Task prompt → Retype the records below exactly as they stand, but with no images.

Records supplied →
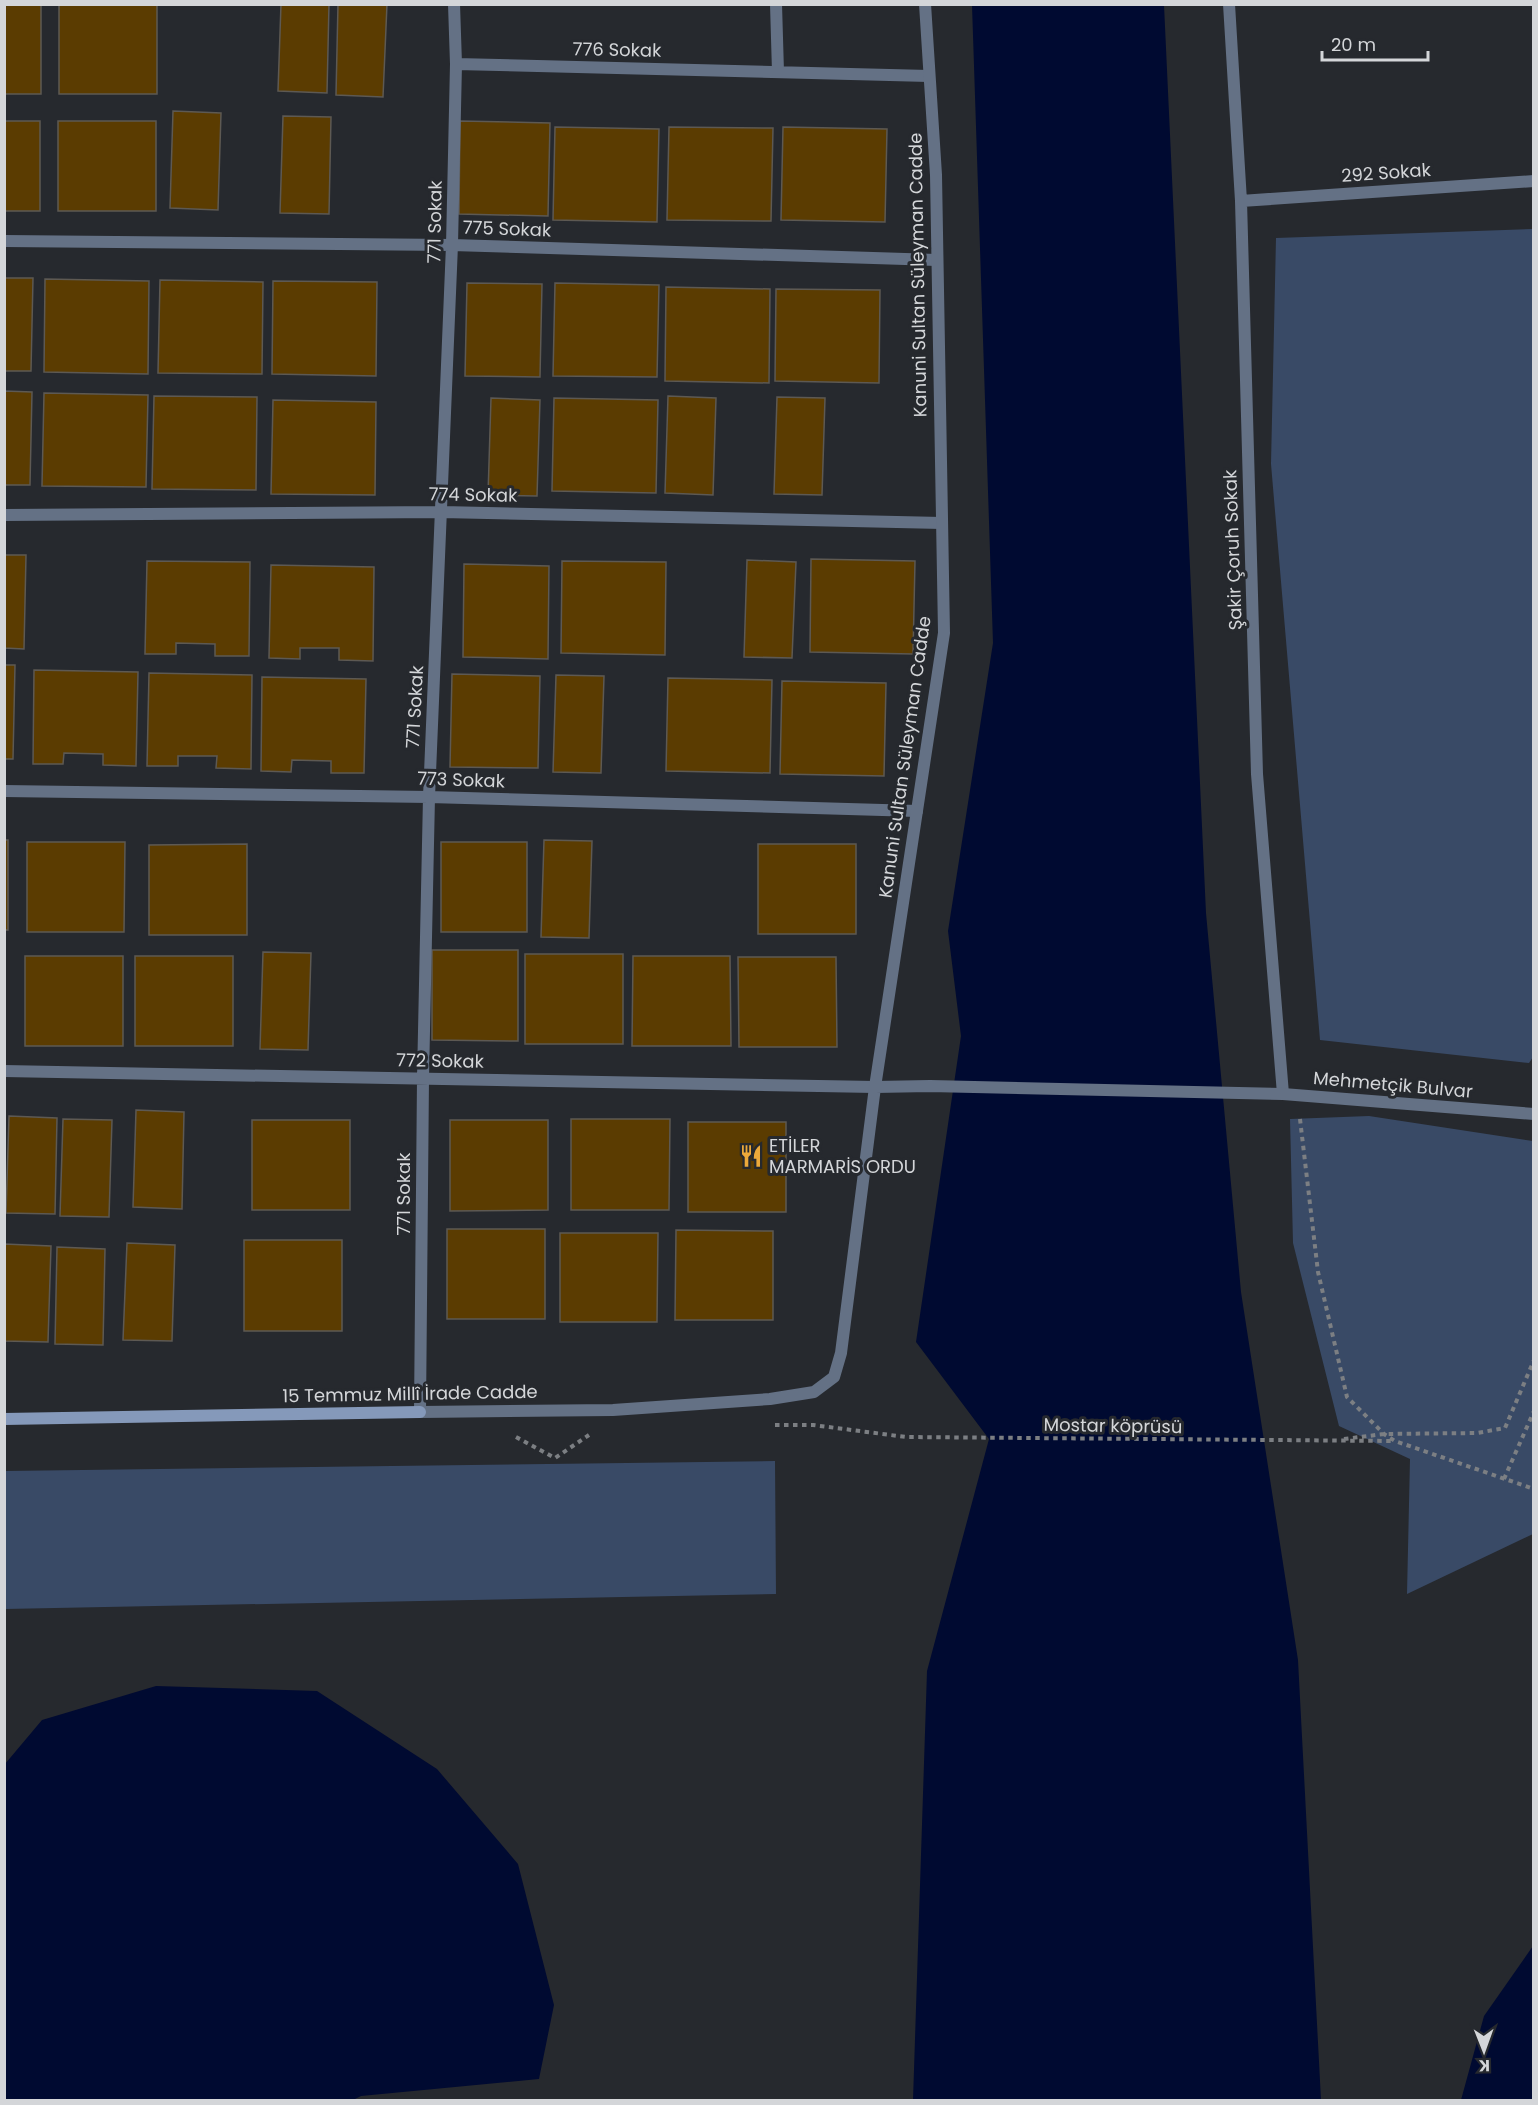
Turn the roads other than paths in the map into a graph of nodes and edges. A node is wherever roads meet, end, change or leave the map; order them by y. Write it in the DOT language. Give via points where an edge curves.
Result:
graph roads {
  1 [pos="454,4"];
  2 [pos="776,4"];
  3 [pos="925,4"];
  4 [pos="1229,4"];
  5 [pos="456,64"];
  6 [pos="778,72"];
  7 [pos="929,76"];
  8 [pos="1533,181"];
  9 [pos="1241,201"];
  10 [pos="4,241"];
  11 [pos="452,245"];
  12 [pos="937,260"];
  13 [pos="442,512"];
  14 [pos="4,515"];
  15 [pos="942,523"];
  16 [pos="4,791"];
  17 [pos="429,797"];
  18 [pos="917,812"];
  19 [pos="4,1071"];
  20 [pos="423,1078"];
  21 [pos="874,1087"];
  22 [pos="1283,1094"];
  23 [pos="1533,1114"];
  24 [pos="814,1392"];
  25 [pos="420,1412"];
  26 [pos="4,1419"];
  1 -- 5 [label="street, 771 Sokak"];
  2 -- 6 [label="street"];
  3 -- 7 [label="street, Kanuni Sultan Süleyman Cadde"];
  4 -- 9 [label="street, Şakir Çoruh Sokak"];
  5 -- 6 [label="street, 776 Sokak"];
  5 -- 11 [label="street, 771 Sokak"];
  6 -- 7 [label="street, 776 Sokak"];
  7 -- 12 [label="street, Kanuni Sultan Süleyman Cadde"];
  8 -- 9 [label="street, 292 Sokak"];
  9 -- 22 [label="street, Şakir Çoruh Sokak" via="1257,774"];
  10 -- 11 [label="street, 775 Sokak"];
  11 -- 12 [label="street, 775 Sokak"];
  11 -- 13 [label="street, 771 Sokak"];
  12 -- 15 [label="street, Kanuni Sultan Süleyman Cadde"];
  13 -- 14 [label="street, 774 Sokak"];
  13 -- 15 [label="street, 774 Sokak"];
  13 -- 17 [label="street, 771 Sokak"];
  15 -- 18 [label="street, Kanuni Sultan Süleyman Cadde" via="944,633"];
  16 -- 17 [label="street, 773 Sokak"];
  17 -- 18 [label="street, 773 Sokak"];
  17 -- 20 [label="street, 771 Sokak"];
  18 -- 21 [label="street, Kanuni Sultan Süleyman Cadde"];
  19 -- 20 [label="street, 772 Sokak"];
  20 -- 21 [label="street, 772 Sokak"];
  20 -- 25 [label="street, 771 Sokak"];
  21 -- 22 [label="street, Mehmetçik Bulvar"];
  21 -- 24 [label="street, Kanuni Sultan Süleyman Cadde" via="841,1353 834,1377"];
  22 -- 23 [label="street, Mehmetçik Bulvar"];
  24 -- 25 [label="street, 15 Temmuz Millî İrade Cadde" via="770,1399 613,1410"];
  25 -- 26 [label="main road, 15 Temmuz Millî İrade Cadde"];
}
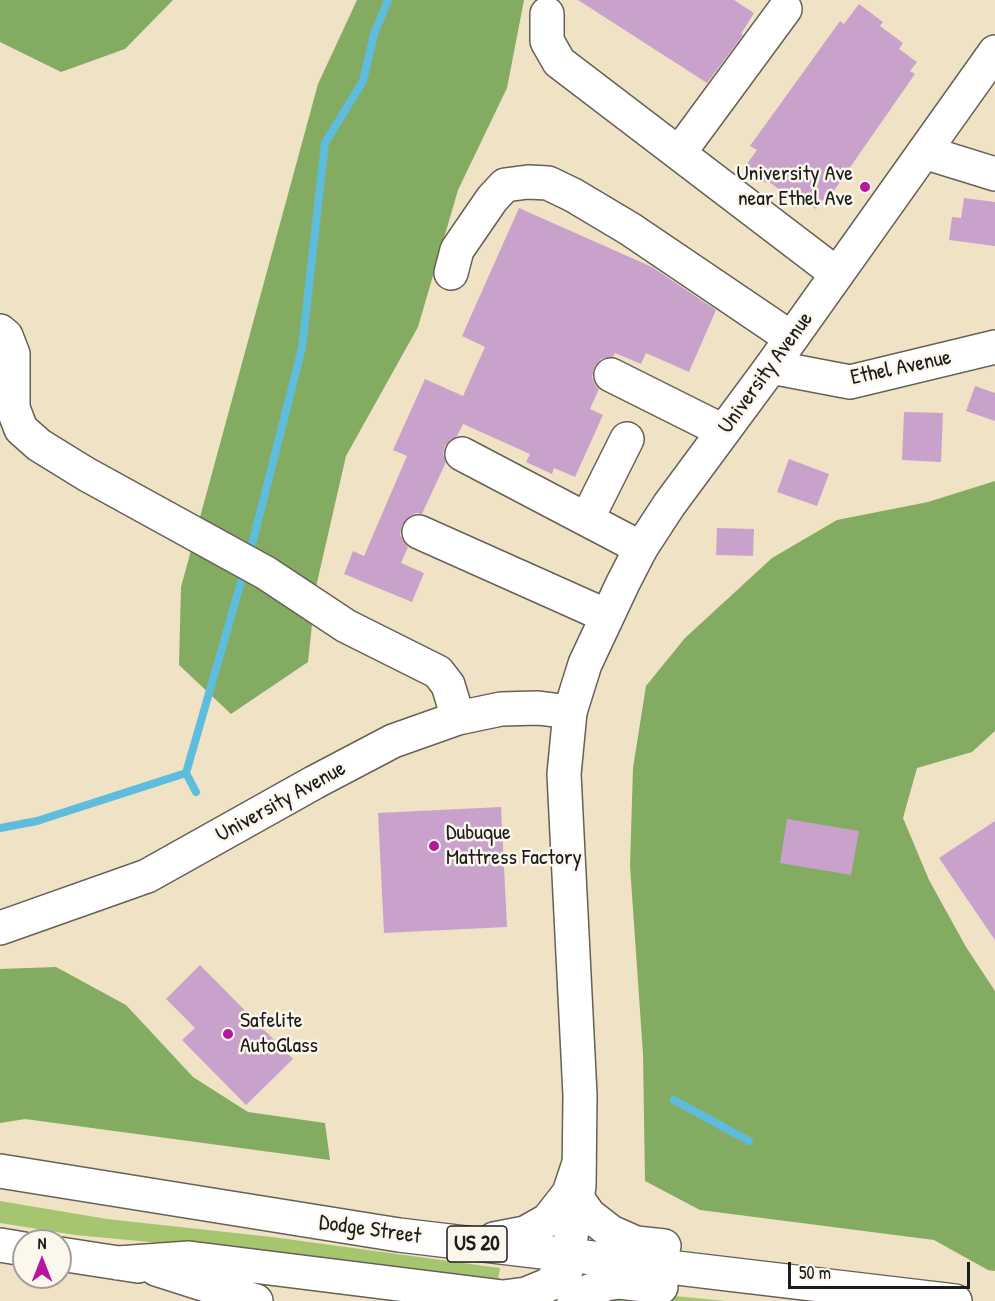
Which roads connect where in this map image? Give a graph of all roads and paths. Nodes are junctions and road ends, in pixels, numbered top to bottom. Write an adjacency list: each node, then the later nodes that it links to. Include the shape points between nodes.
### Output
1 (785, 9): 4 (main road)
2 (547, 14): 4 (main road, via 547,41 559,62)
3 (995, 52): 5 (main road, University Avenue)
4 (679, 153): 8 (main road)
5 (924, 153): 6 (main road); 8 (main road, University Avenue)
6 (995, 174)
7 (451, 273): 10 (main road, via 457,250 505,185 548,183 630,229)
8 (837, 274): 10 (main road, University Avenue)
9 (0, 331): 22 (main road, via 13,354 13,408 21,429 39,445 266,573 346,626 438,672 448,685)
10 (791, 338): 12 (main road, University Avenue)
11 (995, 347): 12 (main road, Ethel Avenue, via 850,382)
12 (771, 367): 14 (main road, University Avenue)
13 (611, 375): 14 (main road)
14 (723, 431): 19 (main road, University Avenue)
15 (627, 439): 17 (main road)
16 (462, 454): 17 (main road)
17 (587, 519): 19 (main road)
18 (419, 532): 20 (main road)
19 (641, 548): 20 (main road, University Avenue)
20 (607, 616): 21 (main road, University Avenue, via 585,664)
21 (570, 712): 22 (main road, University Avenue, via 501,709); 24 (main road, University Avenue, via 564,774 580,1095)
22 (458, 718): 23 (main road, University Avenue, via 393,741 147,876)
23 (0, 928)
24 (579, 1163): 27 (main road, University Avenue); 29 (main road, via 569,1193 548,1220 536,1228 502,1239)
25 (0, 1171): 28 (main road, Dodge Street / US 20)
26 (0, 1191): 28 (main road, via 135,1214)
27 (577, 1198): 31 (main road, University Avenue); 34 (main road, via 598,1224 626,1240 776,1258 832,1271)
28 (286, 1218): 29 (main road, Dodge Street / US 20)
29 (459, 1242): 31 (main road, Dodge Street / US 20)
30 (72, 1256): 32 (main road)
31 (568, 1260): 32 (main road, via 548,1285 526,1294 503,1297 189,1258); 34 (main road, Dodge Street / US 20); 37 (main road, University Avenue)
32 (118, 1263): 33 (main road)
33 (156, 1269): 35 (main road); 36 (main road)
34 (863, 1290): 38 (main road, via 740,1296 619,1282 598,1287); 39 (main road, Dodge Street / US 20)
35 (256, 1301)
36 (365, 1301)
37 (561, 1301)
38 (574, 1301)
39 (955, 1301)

Written response →
Turn the roads other than paths in the map into a graph of nodes and edges. A node is wherever roads meet, end, change or leave the map; order them by y. Write it in the DOT language. Give via points where an edge curves.
Result:
graph roads {
  1 [pos="454,4"];
  2 [pos="776,4"];
  3 [pos="925,4"];
  4 [pos="1229,4"];
  5 [pos="456,64"];
  6 [pos="778,72"];
  7 [pos="929,76"];
  8 [pos="1533,181"];
  9 [pos="1241,201"];
  10 [pos="4,241"];
  11 [pos="452,245"];
  12 [pos="937,260"];
  13 [pos="442,512"];
  14 [pos="4,515"];
  15 [pos="942,523"];
  16 [pos="4,791"];
  17 [pos="429,797"];
  18 [pos="917,812"];
  19 [pos="4,1071"];
  20 [pos="423,1078"];
  21 [pos="874,1087"];
  22 [pos="1283,1094"];
  23 [pos="1533,1114"];
  24 [pos="814,1392"];
  25 [pos="420,1412"];
  26 [pos="4,1419"];
  1 -- 5 [label="street, 771 Sokak"];
  2 -- 6 [label="street"];
  3 -- 7 [label="street, Kanuni Sultan Süleyman Cadde"];
  4 -- 9 [label="street, Şakir Çoruh Sokak"];
  5 -- 6 [label="street, 776 Sokak"];
  5 -- 11 [label="street, 771 Sokak"];
  6 -- 7 [label="street, 776 Sokak"];
  7 -- 12 [label="street, Kanuni Sultan Süleyman Cadde"];
  8 -- 9 [label="street, 292 Sokak"];
  9 -- 22 [label="street, Şakir Çoruh Sokak" via="1257,774"];
  10 -- 11 [label="street, 775 Sokak"];
  11 -- 12 [label="street, 775 Sokak"];
  11 -- 13 [label="street, 771 Sokak"];
  12 -- 15 [label="street, Kanuni Sultan Süleyman Cadde"];
  13 -- 14 [label="street, 774 Sokak"];
  13 -- 15 [label="street, 774 Sokak"];
  13 -- 17 [label="street, 771 Sokak"];
  15 -- 18 [label="street, Kanuni Sultan Süleyman Cadde" via="944,633"];
  16 -- 17 [label="street, 773 Sokak"];
  17 -- 18 [label="street, 773 Sokak"];
  17 -- 20 [label="street, 771 Sokak"];
  18 -- 21 [label="street, Kanuni Sultan Süleyman Cadde"];
  19 -- 20 [label="street, 772 Sokak"];
  20 -- 21 [label="street, 772 Sokak"];
  20 -- 25 [label="street, 771 Sokak"];
  21 -- 22 [label="street, Mehmetçik Bulvar"];
  21 -- 24 [label="street, Kanuni Sultan Süleyman Cadde" via="841,1353 834,1377"];
  22 -- 23 [label="street, Mehmetçik Bulvar"];
  24 -- 25 [label="street, 15 Temmuz Millî İrade Cadde" via="770,1399 613,1410"];
  25 -- 26 [label="main road, 15 Temmuz Millî İrade Cadde"];
}
Which roads connect where in this map image? Give a graph of all roads and paths. Nodes are junctions and road ends, in pixels, numbered top to bottom. Write an adjacency list: each node, then the later nodes that it links to. Include the shape points between nodes.
### Output
1 (785, 9): 4 (main road)
2 (547, 14): 4 (main road, via 547,41 559,62)
3 (995, 52): 5 (main road, University Avenue)
4 (679, 153): 8 (main road)
5 (924, 153): 6 (main road); 8 (main road, University Avenue)
6 (995, 174)
7 (451, 273): 10 (main road, via 457,250 505,185 548,183 630,229)
8 (837, 274): 10 (main road, University Avenue)
9 (0, 331): 22 (main road, via 13,354 13,408 21,429 39,445 266,573 346,626 438,672 448,685)
10 (791, 338): 12 (main road, University Avenue)
11 (995, 347): 12 (main road, Ethel Avenue, via 850,382)
12 (771, 367): 14 (main road, University Avenue)
13 (611, 375): 14 (main road)
14 (723, 431): 19 (main road, University Avenue)
15 (627, 439): 17 (main road)
16 (462, 454): 17 (main road)
17 (587, 519): 19 (main road)
18 (419, 532): 20 (main road)
19 (641, 548): 20 (main road, University Avenue)
20 (607, 616): 21 (main road, University Avenue, via 585,664)
21 (570, 712): 22 (main road, University Avenue, via 501,709); 24 (main road, University Avenue, via 564,774 580,1095)
22 (458, 718): 23 (main road, University Avenue, via 393,741 147,876)
23 (0, 928)
24 (579, 1163): 27 (main road, University Avenue); 29 (main road, via 569,1193 548,1220 536,1228 502,1239)
25 (0, 1171): 28 (main road, Dodge Street / US 20)
26 (0, 1191): 28 (main road, via 135,1214)
27 (577, 1198): 31 (main road, University Avenue); 34 (main road, via 598,1224 626,1240 776,1258 832,1271)
28 (286, 1218): 29 (main road, Dodge Street / US 20)
29 (459, 1242): 31 (main road, Dodge Street / US 20)
30 (72, 1256): 32 (main road)
31 (568, 1260): 32 (main road, via 548,1285 526,1294 503,1297 189,1258); 34 (main road, Dodge Street / US 20); 37 (main road, University Avenue)
32 (118, 1263): 33 (main road)
33 (156, 1269): 35 (main road); 36 (main road)
34 (863, 1290): 38 (main road, via 740,1296 619,1282 598,1287); 39 (main road, Dodge Street / US 20)
35 (256, 1301)
36 (365, 1301)
37 (561, 1301)
38 (574, 1301)
39 (955, 1301)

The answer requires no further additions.